Sport Schöner als im Büro

Mannheim. Es ist eine Eigenheit der statistikverliebten Sportart Eishockey, dass in der bedeutsamen Scorerwertung eine Torvorlage genauso viel zählt wie der Treffer selbst. Und wenn es sich um einen Assist wie jenen von Mannheims Adler Glen Metropolit am Sonntag im Topspiel bei Red Bull München handelt, dann auch völlig zu Recht.

Dass der technisch perfekte Kanadier flinke Hände hat, ist bekant.
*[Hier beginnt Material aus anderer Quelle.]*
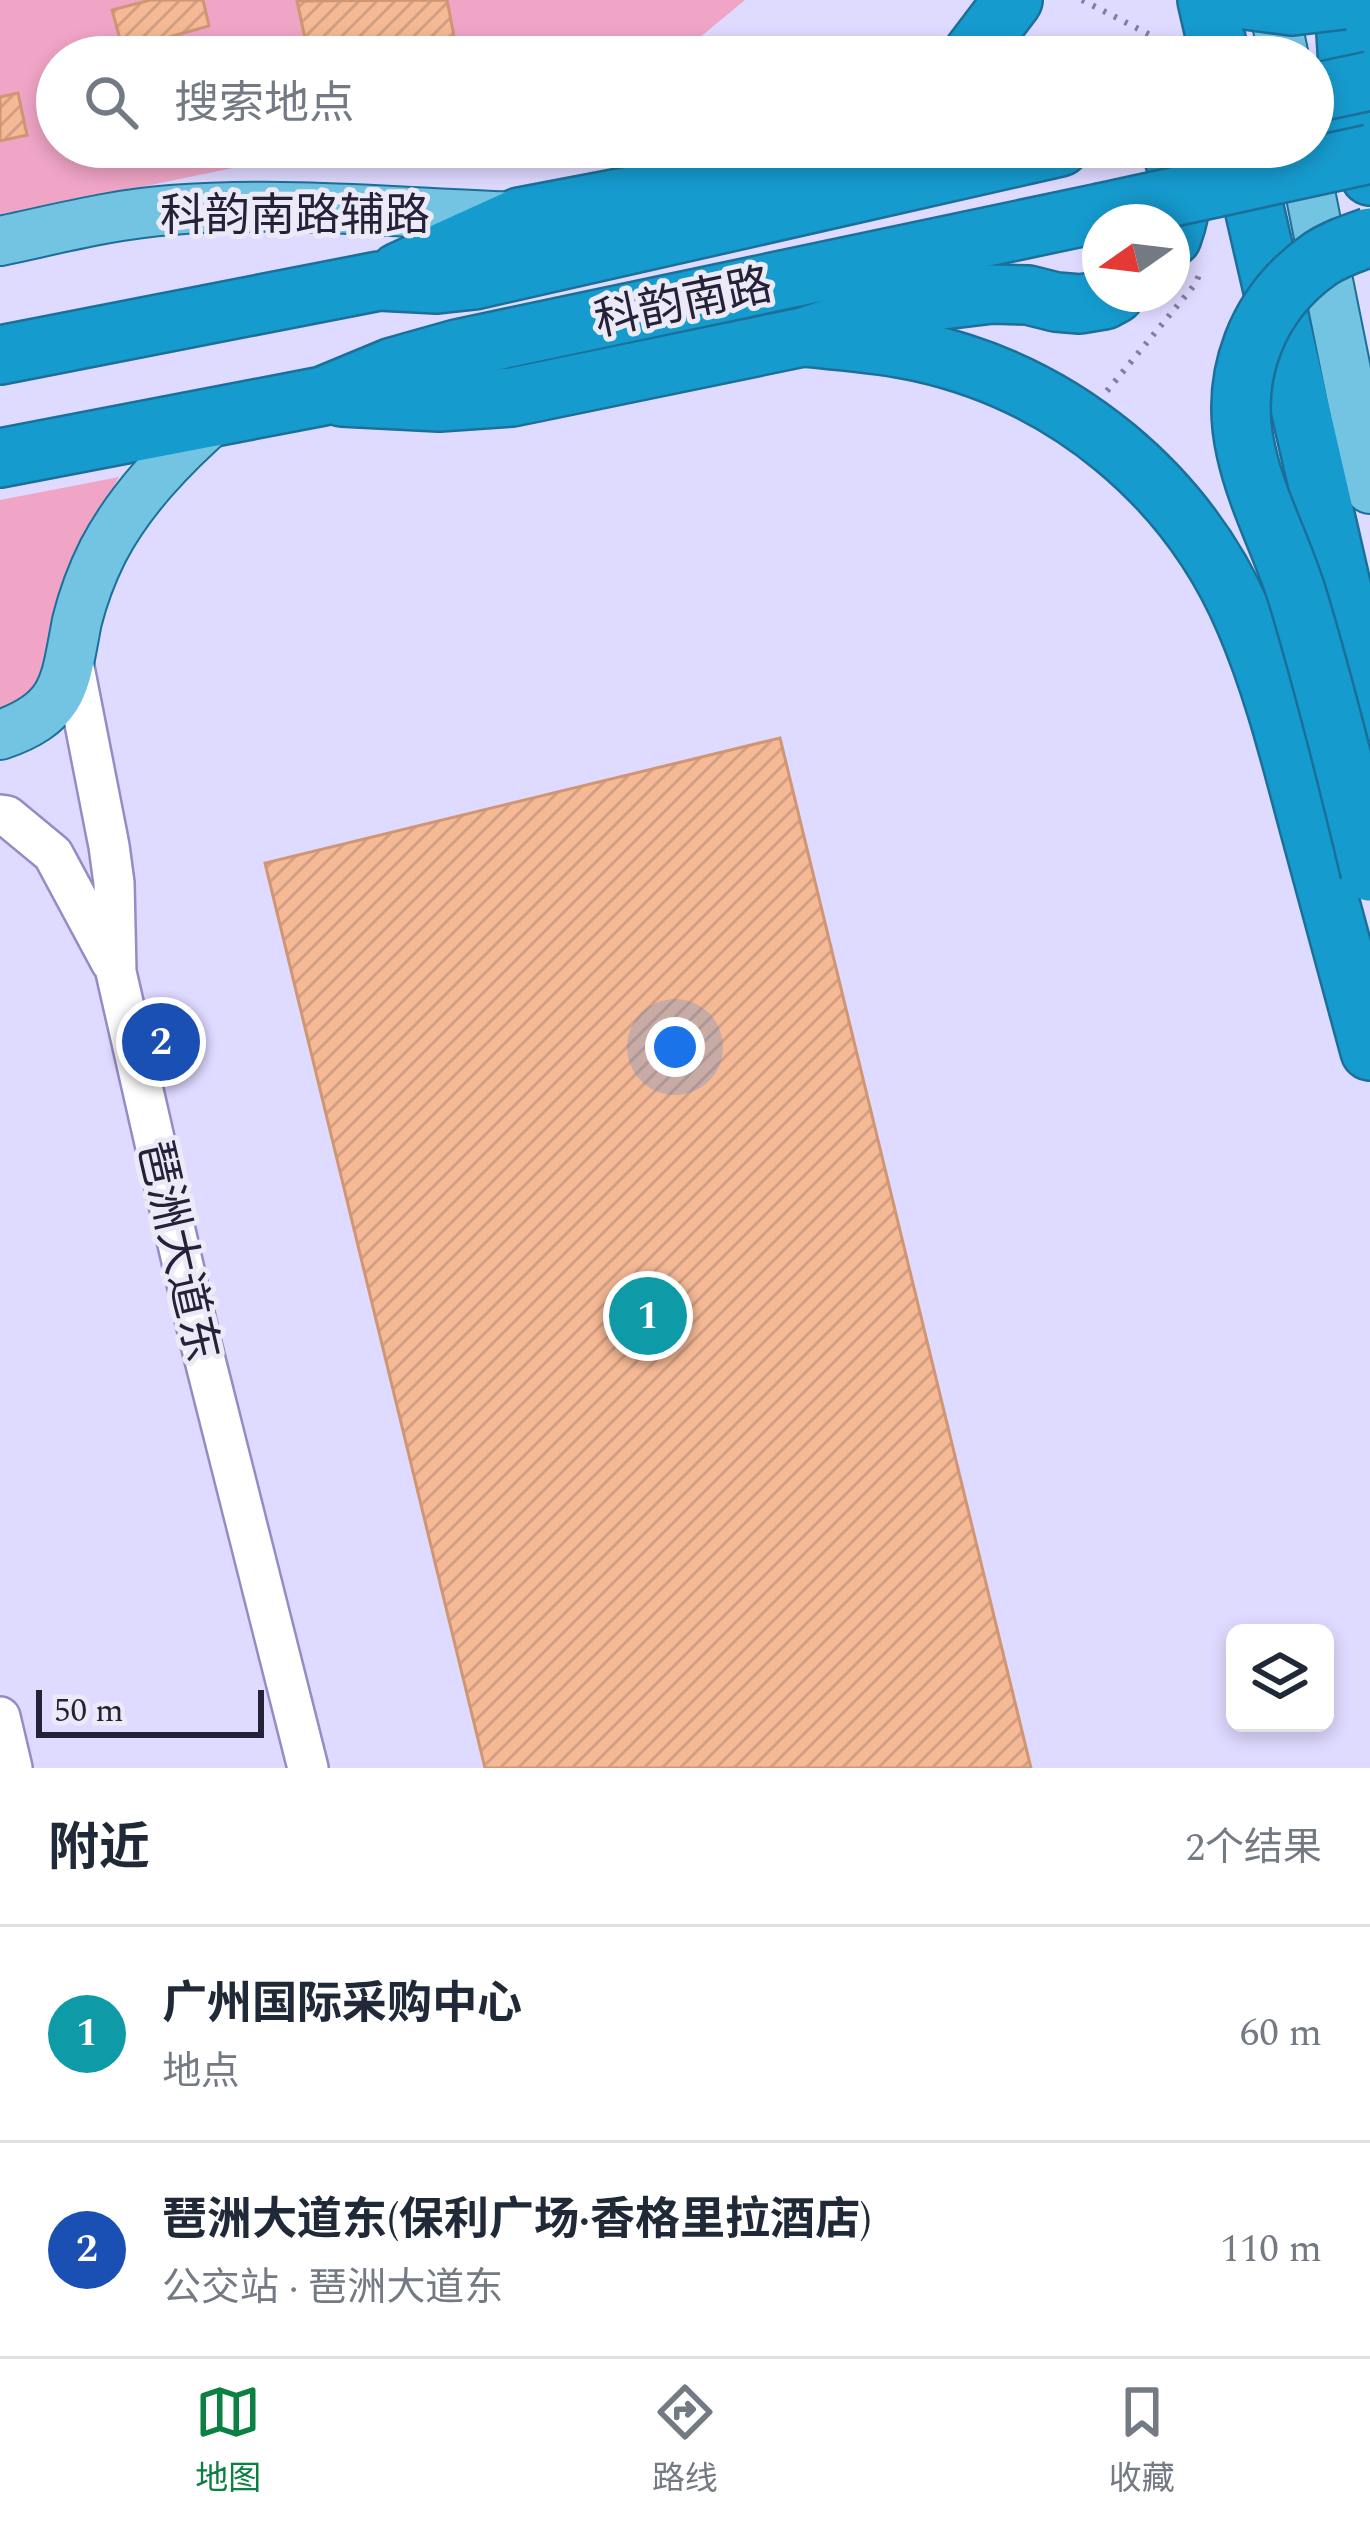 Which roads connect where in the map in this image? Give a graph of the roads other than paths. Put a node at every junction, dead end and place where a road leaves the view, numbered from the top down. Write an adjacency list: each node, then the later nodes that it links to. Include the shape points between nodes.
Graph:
1 (1013, 0): 7 (highway)
2 (1207, 0): 8 (highway)
3 (1246, 0): 6 (highway, bridge)
4 (1272, 0): 9 (main road)
5 (1329, 0): 10 (main road)
6 (1343, 0): 10 (highway)
7 (987, 36)
8 (1215, 36)
9 (1280, 36)
10 (1351, 111): 19 (highway); 21 (main road)
11 (763, 168): 18 (highway)
12 (770, 168): 18 (highway)
13 (967, 168): 25 (highway, 科韵南路, via 474,280)
14 (1177, 168): 20 (highway)
15 (1211, 168): 29 (highway, 科韵南路, bridge, via 1100,213 457,350)
16 (1245, 168): 34 (highway)
17 (1305, 168): 32 (main road)
18 (751, 172): 22 (highway)
19 (1370, 176)
20 (1183, 204)
21 (1370, 211)
22 (520, 217): 24 (main road, 科韵南路辅路, via 197,208); 25 (highway)
23 (1370, 237): 37 (highway, bridge, via 1324,257 1276,302 1246,358 1241,404 1246,452 1297,594)
24 (0, 241)
25 (379, 281): 28 (highway, 科韵南路)
26 (1082, 304): 27 (highway, via 961,297)
27 (803, 337): 29 (highway, via 512,397); 39 (highway, via 919,351 997,376 1095,430 1171,503 1228,585 1265,674)
28 (0, 356)
29 (323, 396): 30 (highway, 科韵南路)
30 (217, 416): 31 (highway, 科韵南路); 33 (main road, via 120,523 87,587)
31 (0, 458)
32 (1370, 489)
33 (72, 657): 35 (main road, via 41,716); 38 (street, 琶洲大道东, via 109,846)
34 (1370, 711)
35 (0, 735)
36 (0, 815): 38 (street, via 53,854)
37 (1370, 872)
38 (116, 972): 42 (street, 琶洲大道东)
39 (1370, 1051)
40 (0, 1717): 41 (street)
41 (12, 1768)
42 (308, 1768) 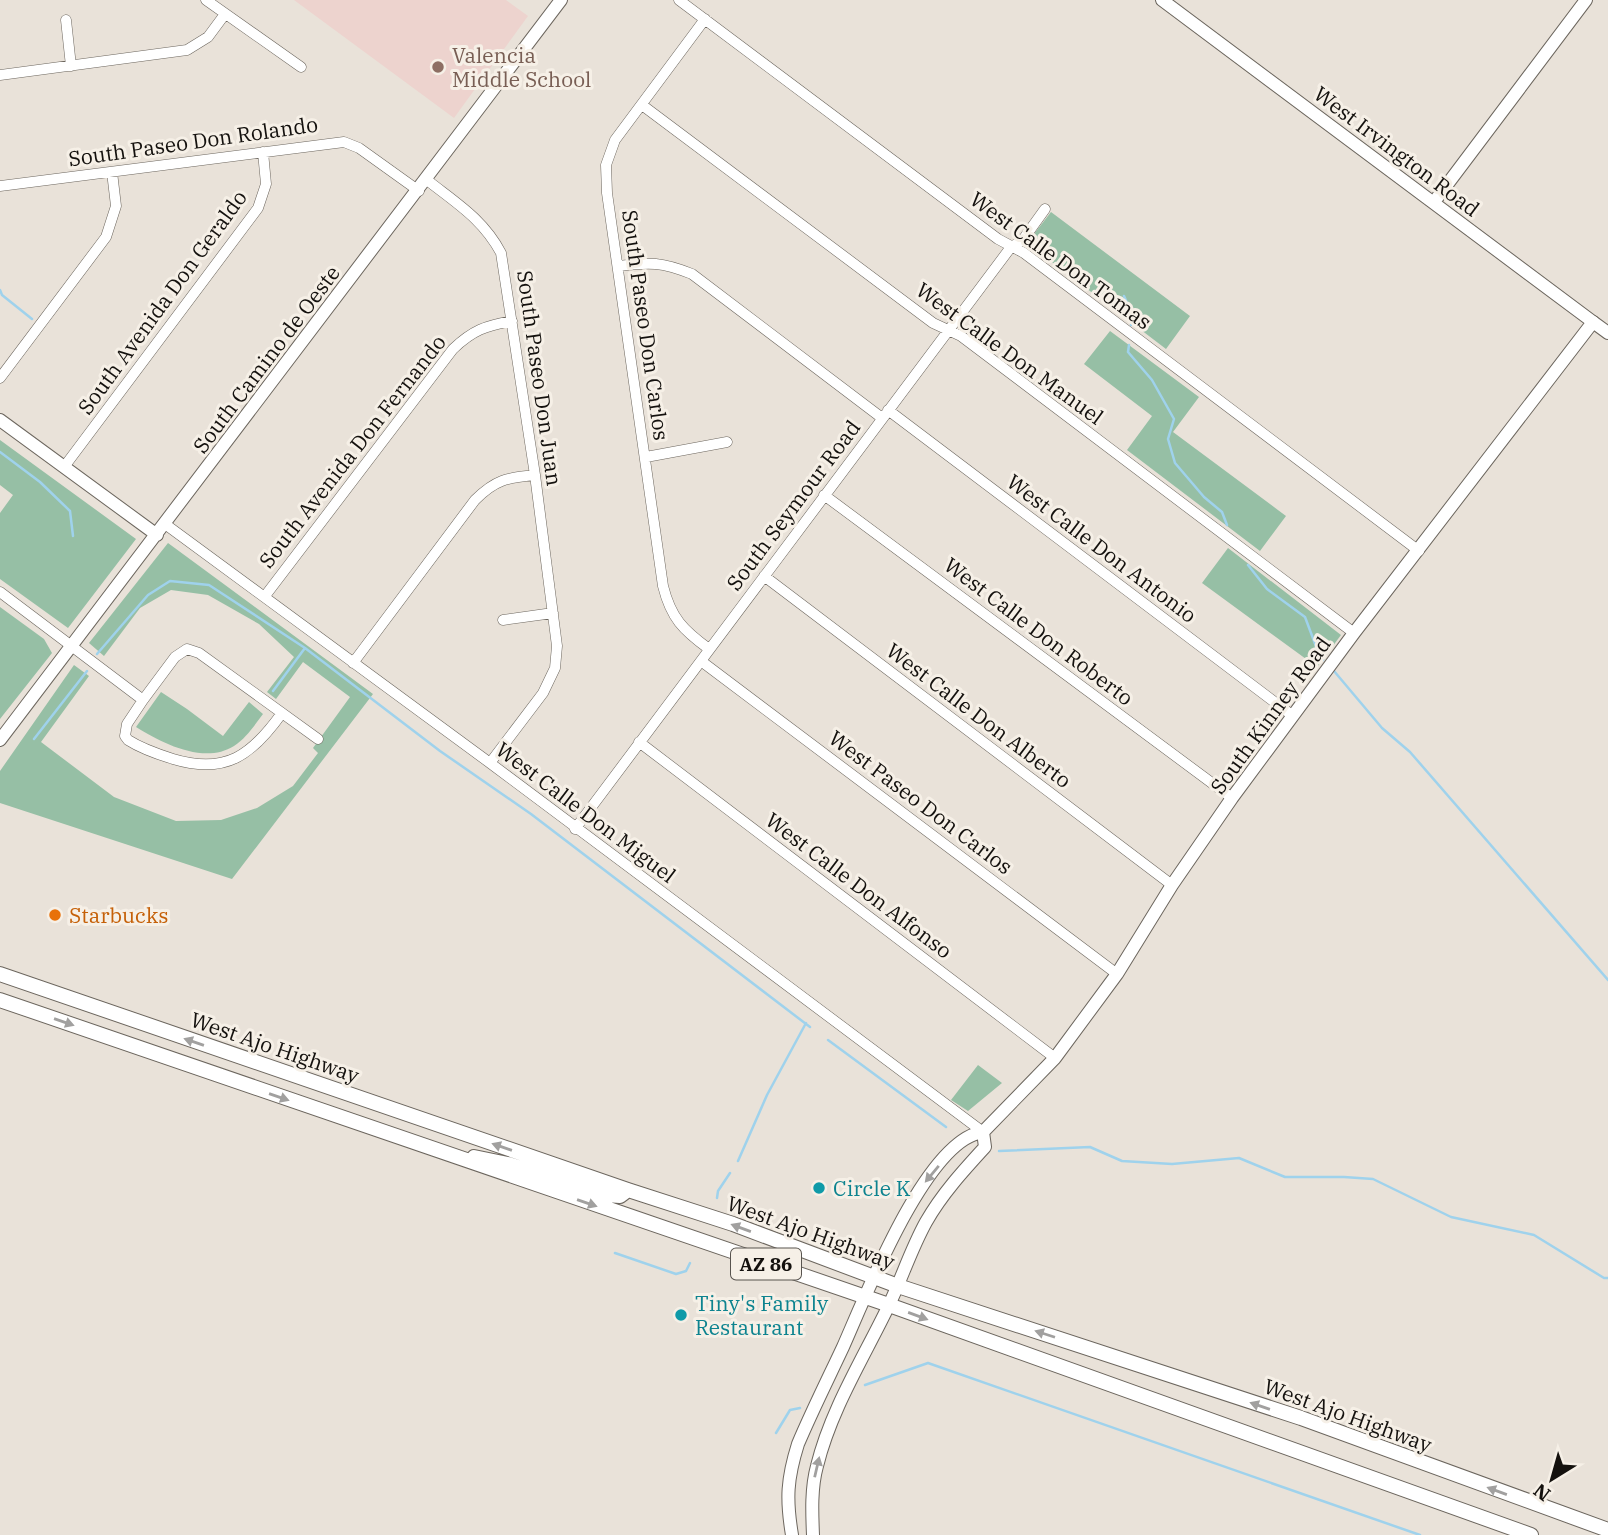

Aber wie er vor dem 2:1 durch Andrew Joudrey die Scheibe an der Kelle seines Stocks hin und her flitzen ließ, war schon atemberaubend. „Man übt halt viel, irgendwann wird man besser“, erklärt Metropolit grinsend mit mächtig Understatement sein Können. Dass er nun schon länger auf ein eigenes Tor wartet, nimmt er gelassen: „Darüber mache ich mir keine Sorgen. Die Tore kommen, hoffentlich in den Play-offs.“ Mit sechs Saisontreffern und 33 Vorlagen ist er der mit Abstand erfolgreichste Scorer der Adler. Der NHL-erfahrene Profi stammt aus einfachen Verhältnissen. Er wuchs in einem Problemstadtteil von Toronto auf, seine Mutter war alleinerziehend. Eishockey war und ist sein Leben – und hat ihn auch davor bewahrt, in der Jugend dubiosen Verlockungen zu erliegen oder gar auf die schiefe Bahn zu geraten. Wenn angebracht, drohte seine Mutter damit, dass beim nächsten Spiel der Maple Leafs der Fernseher dunkel bleibt oder dass ein Hausarrest das nächste Training mit seinem eigenen Team durchkreuzt. Metropolit hat letztlich sein großes Talent genutzt und liebt den Sport – deswegen hat er im fortgeschrittenen Alter von 40 Jahren seinen Vertrag bei den Adlern um ein weiteres Jahr bis 2016 verlängert. „Ich genieße es, Teil einer Mannschaft zu sein. Mit ihr vor solch schweren Aufgaben wie jetzt am Wochenende zu stehen, sich zu beweisen, zu gewinnen“, verriet er gestern, nach dem Sechs-Punkte-Wochenende in Ingolstadt und München, der RHEINPFALZ mit hörbarer Begeisterung in der Stimme: „Ist doch viel schöner, als in irgendeinem Büro zu sitzen!“ Metropolit gibt zu, dass die Phase vor der Länderspielpause für das Team hart war. Das Wort Krise wäre bei einem Tabellenführer unangebracht, aber es gab diesen Mangel an Erfolg. „Deshalb haben wir uns als Gruppe herausgefordert“, sagt der Mittelstürmer. Bei den Siegen gegen die „Verfolger“ zeigten die Adler wieder gewohnte Laufbereitschaft, Zweikampfhärte, überdies starkes Unterzahlspiel und Tore in Überzahl. Die Länderspielpause nutzte Metropolit zum Sechs-Tage-Trip nach Hause – nicht ins bitterkalte Toronto, sondern ins wärmere Florida, wo seine Frau und die drei Kinder leben. „Eine mentale Auszeit“, sagt er, „die Batterien aufladen“. Metropolit weiß: „Wir haben keine Zeit, uns zurückzulehnen.“ Heute geht’s zu Hause weiter, gegen die Eisbären Berlin (19.30 Uhr, wieder mit Verteidiger Danny Richmond).